How to complete this task = Below are some entries. Copy each line in them that holds "GREENWOOD".
Supplied records section start
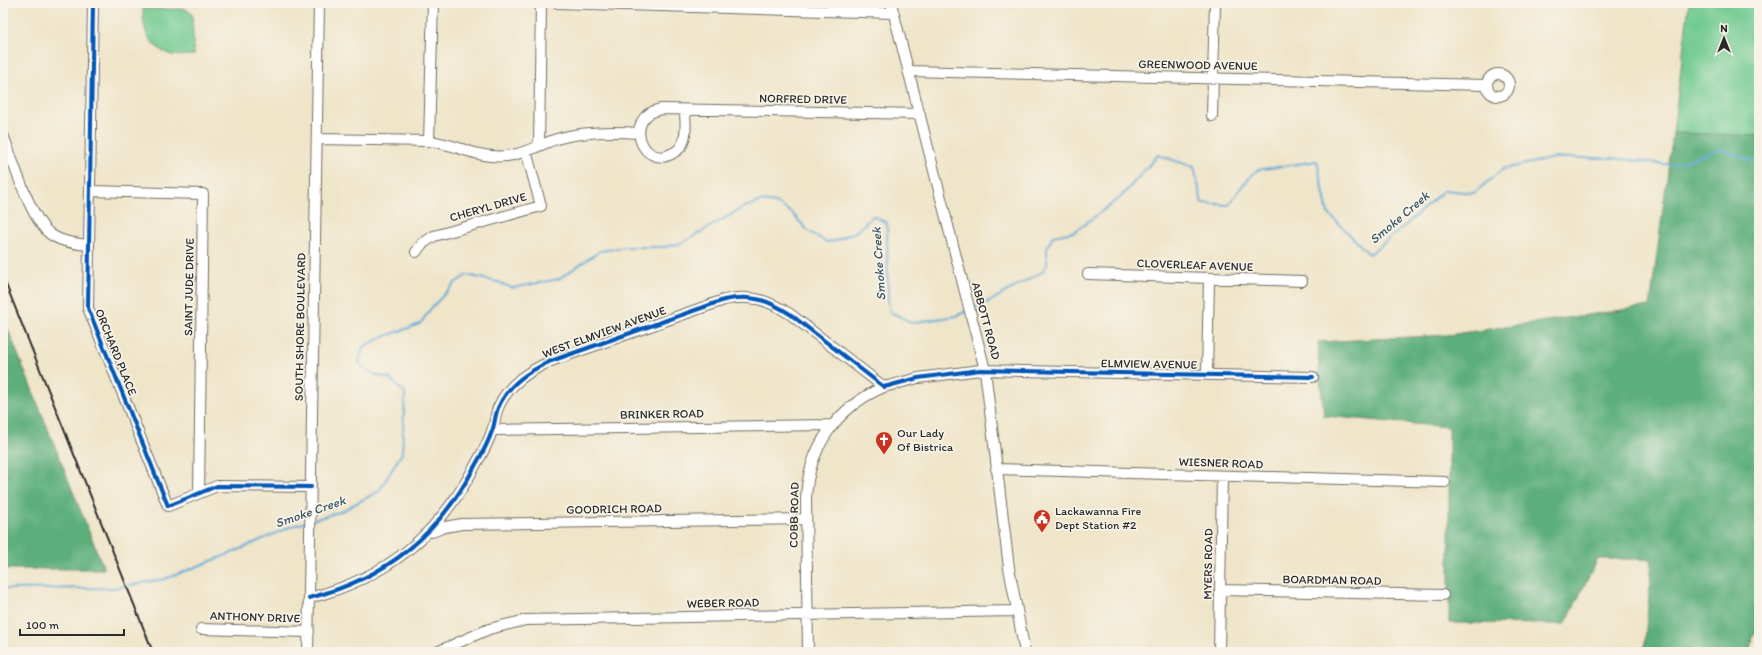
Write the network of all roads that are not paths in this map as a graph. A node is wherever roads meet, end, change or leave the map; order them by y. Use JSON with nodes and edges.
{"nodes":[{"id":1,"x":93,"y":3,"type":"edge"},
{"id":2,"x":319,"y":3,"type":"edge"},
{"id":3,"x":433,"y":3,"type":"edge"},
{"id":4,"x":541,"y":3,"type":"edge"},
{"id":5,"x":558,"y":3,"type":"edge"},
{"id":6,"x":1215,"y":3,"type":"edge"},
{"id":7,"x":892,"y":8,"type":"edge"},
{"id":8,"x":908,"y":71,"type":"junction"},
{"id":9,"x":1213,"y":78,"type":"junction"},
{"id":10,"x":1486,"y":85,"type":"dead end"},
{"id":11,"x":685,"y":111,"type":"junction"},
{"id":12,"x":920,"y":114,"type":"junction"},
{"id":13,"x":1212,"y":116,"type":"dead end"},
{"id":14,"x":639,"y":133,"type":"junction"},
{"id":15,"x":3,"y":135,"type":"edge"},
{"id":16,"x":317,"y":139,"type":"junction"},
{"id":17,"x":429,"y":141,"type":"junction"},
{"id":18,"x":539,"y":146,"type":"junction"},
{"id":19,"x":526,"y":151,"type":"junction"},
{"id":20,"x":90,"y":191,"type":"junction"},
{"id":21,"x":89,"y":245,"type":"junction"},
{"id":22,"x":416,"y":252,"type":"dead end"},
{"id":23,"x":1088,"y":274,"type":"dead end"},
{"id":24,"x":1209,"y":279,"type":"junction"},
{"id":25,"x":1302,"y":281,"type":"dead end"},
{"id":26,"x":985,"y":370,"type":"junction"},
{"id":27,"x":1207,"y":375,"type":"junction"},
{"id":28,"x":1313,"y":377,"type":"dead end"},
{"id":29,"x":884,"y":387,"type":"junction"},
{"id":30,"x":831,"y":425,"type":"junction"},
{"id":31,"x":493,"y":430,"type":"junction"},
{"id":32,"x":996,"y":469,"type":"junction"},
{"id":33,"x":1222,"y":477,"type":"junction"},
{"id":34,"x":1445,"y":482,"type":"dead end"},
{"id":35,"x":310,"y":487,"type":"junction"},
{"id":36,"x":199,"y":494,"type":"junction"},
{"id":37,"x":806,"y":520,"type":"junction"},
{"id":38,"x":425,"y":536,"type":"junction"},
{"id":39,"x":1220,"y":590,"type":"junction"},
{"id":40,"x":1443,"y":595,"type":"dead end"},
{"id":41,"x":309,"y":598,"type":"junction"},
{"id":42,"x":1016,"y":611,"type":"junction"},
{"id":43,"x":807,"y":614,"type":"junction"},
{"id":44,"x":201,"y":629,"type":"dead end"},
{"id":45,"x":309,"y":632,"type":"junction"},
{"id":46,"x":308,"y":652,"type":"edge"},
{"id":47,"x":437,"y":652,"type":"edge"},
{"id":48,"x":808,"y":652,"type":"edge"},
{"id":49,"x":1025,"y":652,"type":"edge"},
{"id":50,"x":1220,"y":652,"type":"edge"}],
"edges":[{"from":1,"to":20,"type":"street","name":"ORCHARD PLACE"},
{"from":2,"to":16,"type":"street","name":"SOUTH SHORE BOULEVARD"},
{"from":3,"to":17,"type":"street"},
{"from":4,"to":18,"type":"street"},
{"from":5,"to":7,"type":"street"},
{"from":6,"to":9,"type":"street"},
{"from":7,"to":8,"type":"street","name":"ABBOTT ROAD"},
{"from":8,"to":9,"type":"street","name":"GREENWOOD AVENUE"},
{"from":8,"to":12,"type":"street","name":"ABBOTT ROAD"},
{"from":9,"to":10,"type":"street","name":"GREENWOOD AVENUE"},
{"from":9,"to":13,"type":"street"},
{"from":11,"to":12,"type":"street","name":"NORFRED DRIVE"},
{"from":11,"to":14,"type":"street","name":"NORFRED DRIVE"},
{"from":11,"to":14,"type":"street"},
{"from":12,"to":26,"type":"street","name":"ABBOTT ROAD"},
{"from":14,"to":18,"type":"street"},
{"from":15,"to":21,"type":"street"},
{"from":16,"to":17,"type":"street"},
{"from":16,"to":35,"type":"street","name":"SOUTH SHORE BOULEVARD"},
{"from":17,"to":19,"type":"street"},
{"from":18,"to":19,"type":"street"},
{"from":19,"to":22,"type":"street","name":"CHERYL DRIVE"},
{"from":20,"to":21,"type":"street","name":"ORCHARD PLACE"},
{"from":20,"to":36,"type":"street","name":"SAINT JUDE DRIVE"},
{"from":21,"to":36,"type":"street","name":"ORCHARD PLACE"},
{"from":23,"to":24,"type":"street","name":"CLOVERLEAF AVENUE"},
{"from":24,"to":25,"type":"street","name":"CLOVERLEAF AVENUE"},
{"from":24,"to":27,"type":"street"},
{"from":26,"to":27,"type":"street","name":"ELMVIEW AVENUE"},
{"from":26,"to":29,"type":"street"},
{"from":26,"to":32,"type":"street","name":"ABBOTT ROAD"},
{"from":27,"to":28,"type":"street","name":"ELMVIEW AVENUE"},
{"from":29,"to":30,"type":"street","name":"COBB ROAD"},
{"from":29,"to":31,"type":"street","name":"WEST ELMVIEW AVENUE"},
{"from":30,"to":31,"type":"street","name":"BRINKER ROAD"},
{"from":30,"to":37,"type":"street","name":"COBB ROAD"},
{"from":31,"to":38,"type":"street","name":"WEST ELMVIEW AVENUE"},
{"from":32,"to":33,"type":"street","name":"WIESNER ROAD"},
{"from":32,"to":42,"type":"street","name":"ABBOTT ROAD"},
{"from":33,"to":34,"type":"street","name":"WIESNER ROAD"},
{"from":33,"to":39,"type":"street","name":"MYERS ROAD"},
{"from":35,"to":36,"type":"street","name":"ORCHARD PLACE"},
{"from":35,"to":41,"type":"street","name":"SOUTH SHORE BOULEVARD"},
{"from":37,"to":38,"type":"street","name":"GOODRICH ROAD"},
{"from":37,"to":43,"type":"street","name":"COBB ROAD"},
{"from":38,"to":41,"type":"street","name":"WEST ELMVIEW AVENUE"},
{"from":39,"to":40,"type":"street","name":"BOARDMAN ROAD"},
{"from":39,"to":50,"type":"street","name":"MYERS ROAD"},
{"from":41,"to":45,"type":"street","name":"SOUTH SHORE BOULEVARD"},
{"from":42,"to":43,"type":"street","name":"WEBER ROAD"},
{"from":42,"to":49,"type":"street","name":"ABBOTT ROAD"},
{"from":43,"to":47,"type":"street","name":"WEBER ROAD"},
{"from":43,"to":48,"type":"street","name":"COBB ROAD"},
{"from":44,"to":45,"type":"street","name":"ANTHONY DRIVE"},
{"from":45,"to":46,"type":"street","name":"SOUTH SHORE BOULEVARD"}]}
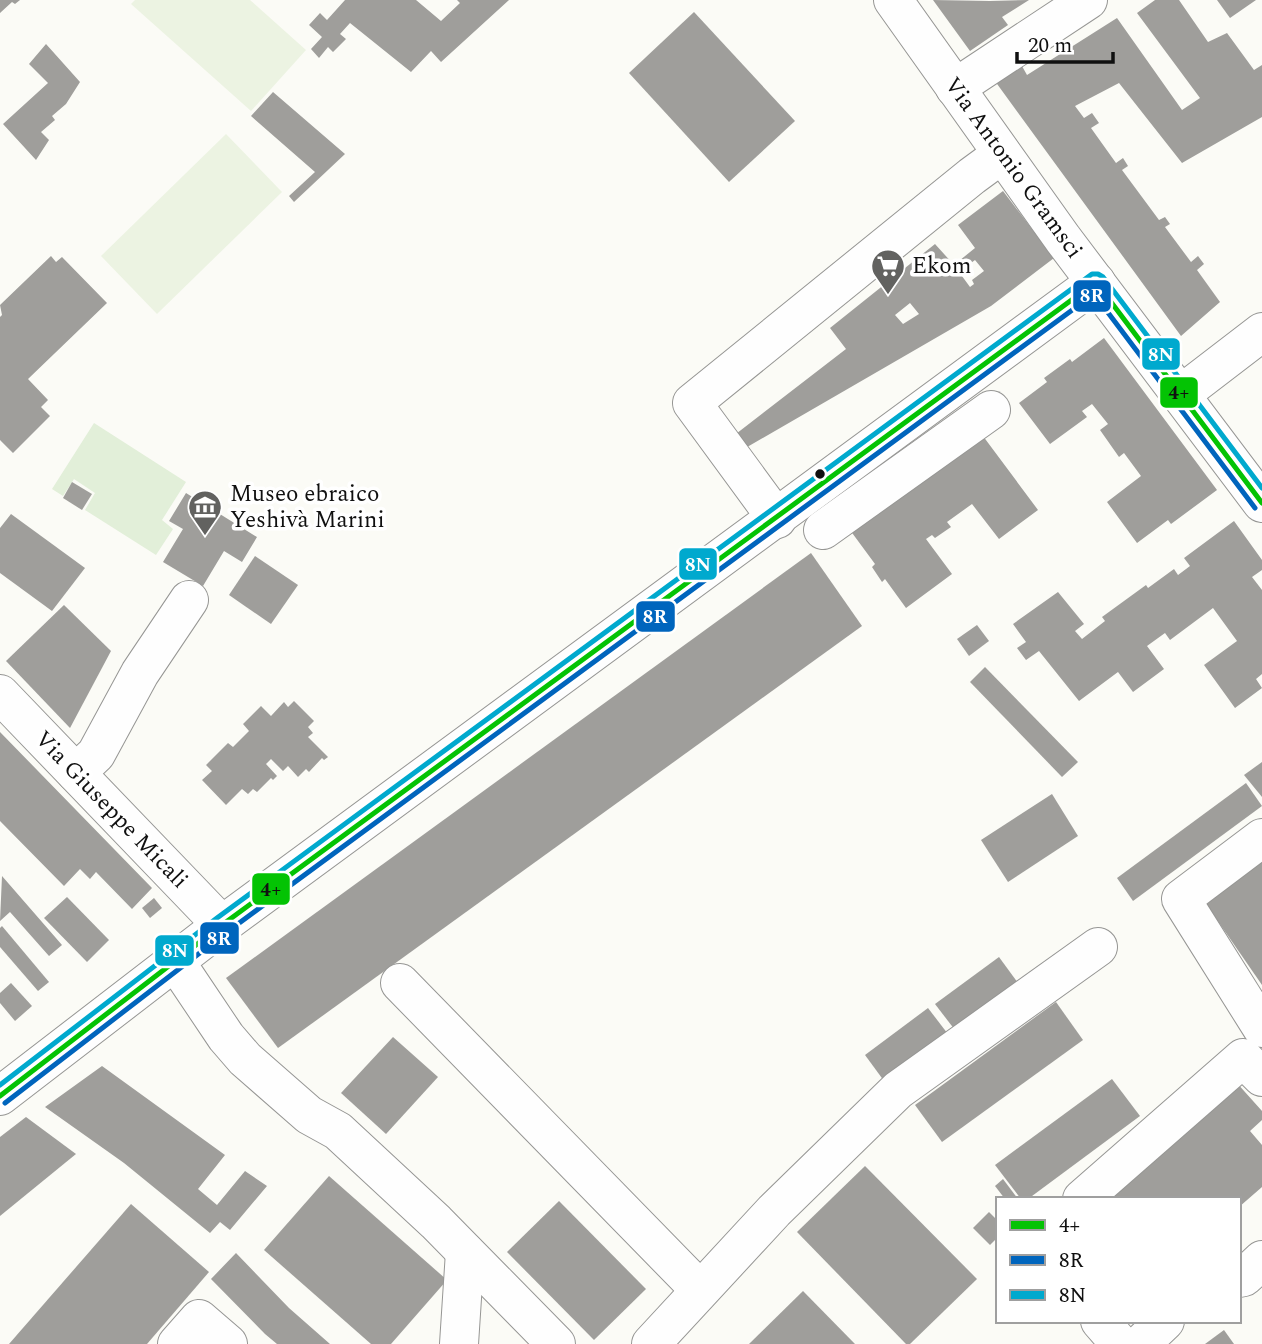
Supplied records section end
Written answer =
{"from":8,"to":9,"type":"street","name":"GREENWOOD AVENUE"},
{"from":9,"to":10,"type":"street","name":"GREENWOOD AVENUE"},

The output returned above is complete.